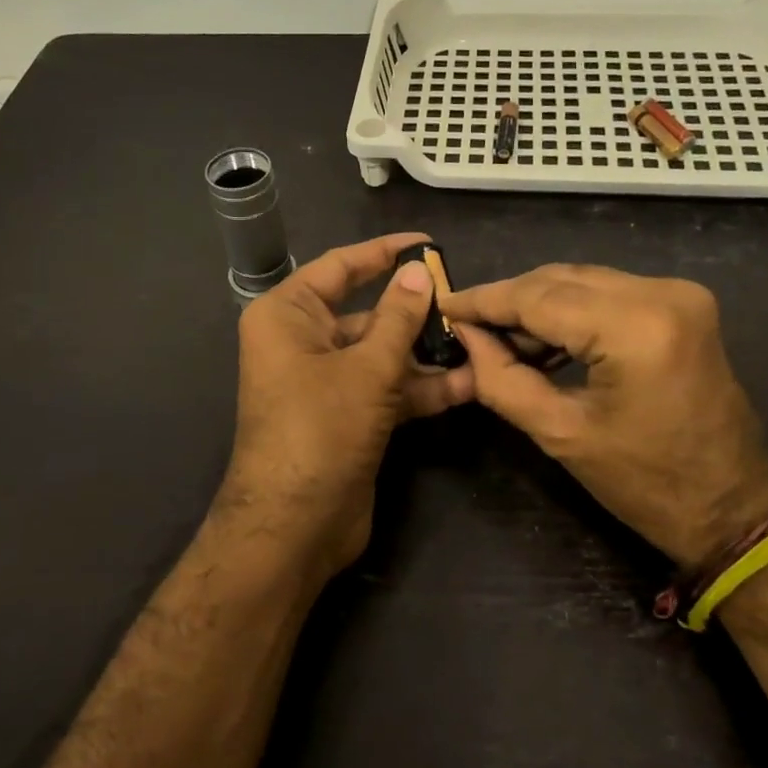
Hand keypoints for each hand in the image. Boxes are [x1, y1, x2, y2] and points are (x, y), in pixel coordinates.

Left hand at [218, 233, 474, 574]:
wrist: (295, 525)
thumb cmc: (321, 429)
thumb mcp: (367, 368)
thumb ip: (398, 317)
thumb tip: (420, 271)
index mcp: (288, 315)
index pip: (340, 267)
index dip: (384, 253)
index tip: (428, 242)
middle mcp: (302, 342)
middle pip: (366, 313)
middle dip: (416, 313)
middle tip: (466, 303)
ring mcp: (325, 382)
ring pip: (381, 354)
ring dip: (426, 356)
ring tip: (479, 346)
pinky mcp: (346, 416)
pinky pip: (385, 389)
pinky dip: (420, 389)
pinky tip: (468, 386)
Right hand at [442, 264, 767, 573]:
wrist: (734, 507)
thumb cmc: (646, 484)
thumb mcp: (561, 434)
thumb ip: (503, 379)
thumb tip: (466, 339)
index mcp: (635, 327)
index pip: (538, 298)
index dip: (484, 301)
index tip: (443, 305)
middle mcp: (661, 293)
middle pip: (559, 279)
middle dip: (508, 301)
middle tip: (466, 326)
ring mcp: (678, 294)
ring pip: (582, 282)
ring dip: (537, 305)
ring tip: (497, 338)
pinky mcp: (683, 305)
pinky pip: (608, 293)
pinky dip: (571, 311)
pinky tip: (541, 338)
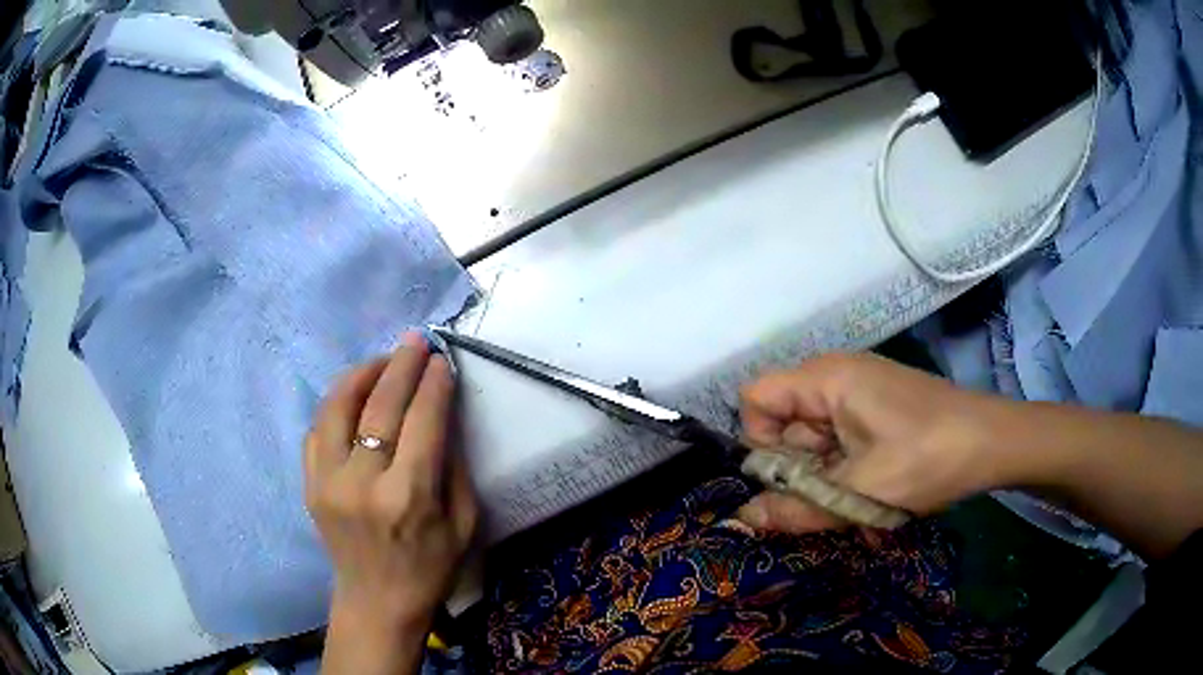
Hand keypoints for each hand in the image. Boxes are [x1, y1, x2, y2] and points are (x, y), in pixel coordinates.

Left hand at [306, 332, 476, 673]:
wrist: (377, 602)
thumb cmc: (430, 568)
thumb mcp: (464, 524)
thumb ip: (454, 465)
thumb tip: (443, 412)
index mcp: (408, 497)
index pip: (422, 421)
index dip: (433, 384)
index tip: (441, 360)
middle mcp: (362, 482)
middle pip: (380, 405)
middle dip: (402, 365)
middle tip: (416, 340)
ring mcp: (327, 481)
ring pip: (337, 406)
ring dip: (362, 375)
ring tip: (382, 362)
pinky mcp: (309, 484)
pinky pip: (317, 428)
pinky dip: (336, 403)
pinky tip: (354, 396)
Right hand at [736, 353, 1010, 533]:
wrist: (993, 443)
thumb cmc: (928, 458)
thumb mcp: (860, 492)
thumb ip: (796, 508)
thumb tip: (740, 519)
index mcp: (827, 379)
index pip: (756, 399)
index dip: (758, 442)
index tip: (790, 481)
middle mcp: (837, 376)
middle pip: (785, 422)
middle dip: (799, 470)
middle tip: (831, 500)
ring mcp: (860, 393)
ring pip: (815, 439)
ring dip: (825, 477)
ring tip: (859, 502)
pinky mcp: (878, 410)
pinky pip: (841, 441)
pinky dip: (846, 472)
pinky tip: (873, 493)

▸ TASK
Every entry should come back exactly as written, only without images.

▸ ANSWER SECTION
Hand keypoints for each hand in the image. Boxes are [x1, y1, x2, y2] and points are (x, y), in pixel coordinates.

Left hand at [218, 233, 474, 574]:
wrist: (295, 525)
thumb cmc: (321, 429)
thumb mcp: (367, 368)
thumb ip: (398, 317)
thumb tip: (420, 271)
index mcp: (288, 315)
index pip: (340, 267)
index dip: (384, 253)
index tip: (428, 242)
middle mcp: (302, 342)
middle pip: (366, 313)
middle dip: (416, 313)
middle tip: (466, 303)
ring mcp: (325, 382)
ring pip: (381, 354)
ring dip: (426, 356)
ring tip: (479, 346)
pinky mcp: (346, 416)
pinky pip: (385, 389)
pinky dip: (420, 389)
pinky tip: (468, 386)
Right hand at [442, 264, 767, 573]:
wrist: (734, 507)
thumb cmc: (646, 484)
thumb mcp: (561, 434)
thumb ip: (503, 379)
thumb tip: (466, 339)
index mcp: (635, 327)
index pip: (538, 298)
index dip: (484, 301)
index tip: (443, 305)
middle mcp: (661, 293)
middle pip: (559, 279)
middle dip: (508, 301)
middle tip: (466, 326)
ring mcp: (678, 294)
ring pip: (582, 282)
ring dip: (537, 305)
ring tip: (497, 338)
pinky mcp: (683, 305)
pinky pip: (608, 293)
pinky dip: (571, 311)
pinky tip: (541, 338)
Hand keypoints for each hand in the image. Boxes are [x1, y1, x2, y2] and points are (x, y), in pixel coordinates.

Left hand at [306, 332, 476, 673]:
wrist: (377, 602)
thumb cmc: (430, 568)
thumb mcp: (464, 524)
thumb ip: (454, 465)
thumb tip: (443, 412)
index mcp: (408, 497)
index pip: (422, 421)
index dip: (433, 384)
index tip: (441, 360)
middle mcp: (362, 482)
middle pip: (380, 405)
middle dip: (402, 365)
middle tip: (416, 340)
ring mcp: (327, 481)
ring pip: (337, 406)
ring dip: (362, 375)
ring tip: (382, 362)
pinky mcp: (309, 484)
pinky pip: (317, 428)
pinky dip: (336, 403)
pinky tip: (354, 396)
Right hand at [736, 353, 1010, 533]:
wrist: (993, 443)
thumb cmc: (928, 458)
thumb mcp: (860, 492)
thumb ip: (796, 508)
thumb tip: (740, 519)
index mcp: (827, 379)
index pip: (756, 399)
index dip: (758, 442)
index tip: (790, 481)
middle mcp: (837, 376)
middle pip: (785, 422)
middle dip: (799, 470)
middle tip: (831, 500)
ring mcp: (860, 393)
ring pip: (815, 439)
ring dip: (825, 477)
ring tip: (859, 502)
pinky mcp: (878, 410)
pinky pip: (841, 441)
pinky dip: (846, 472)
pinky tip: (873, 493)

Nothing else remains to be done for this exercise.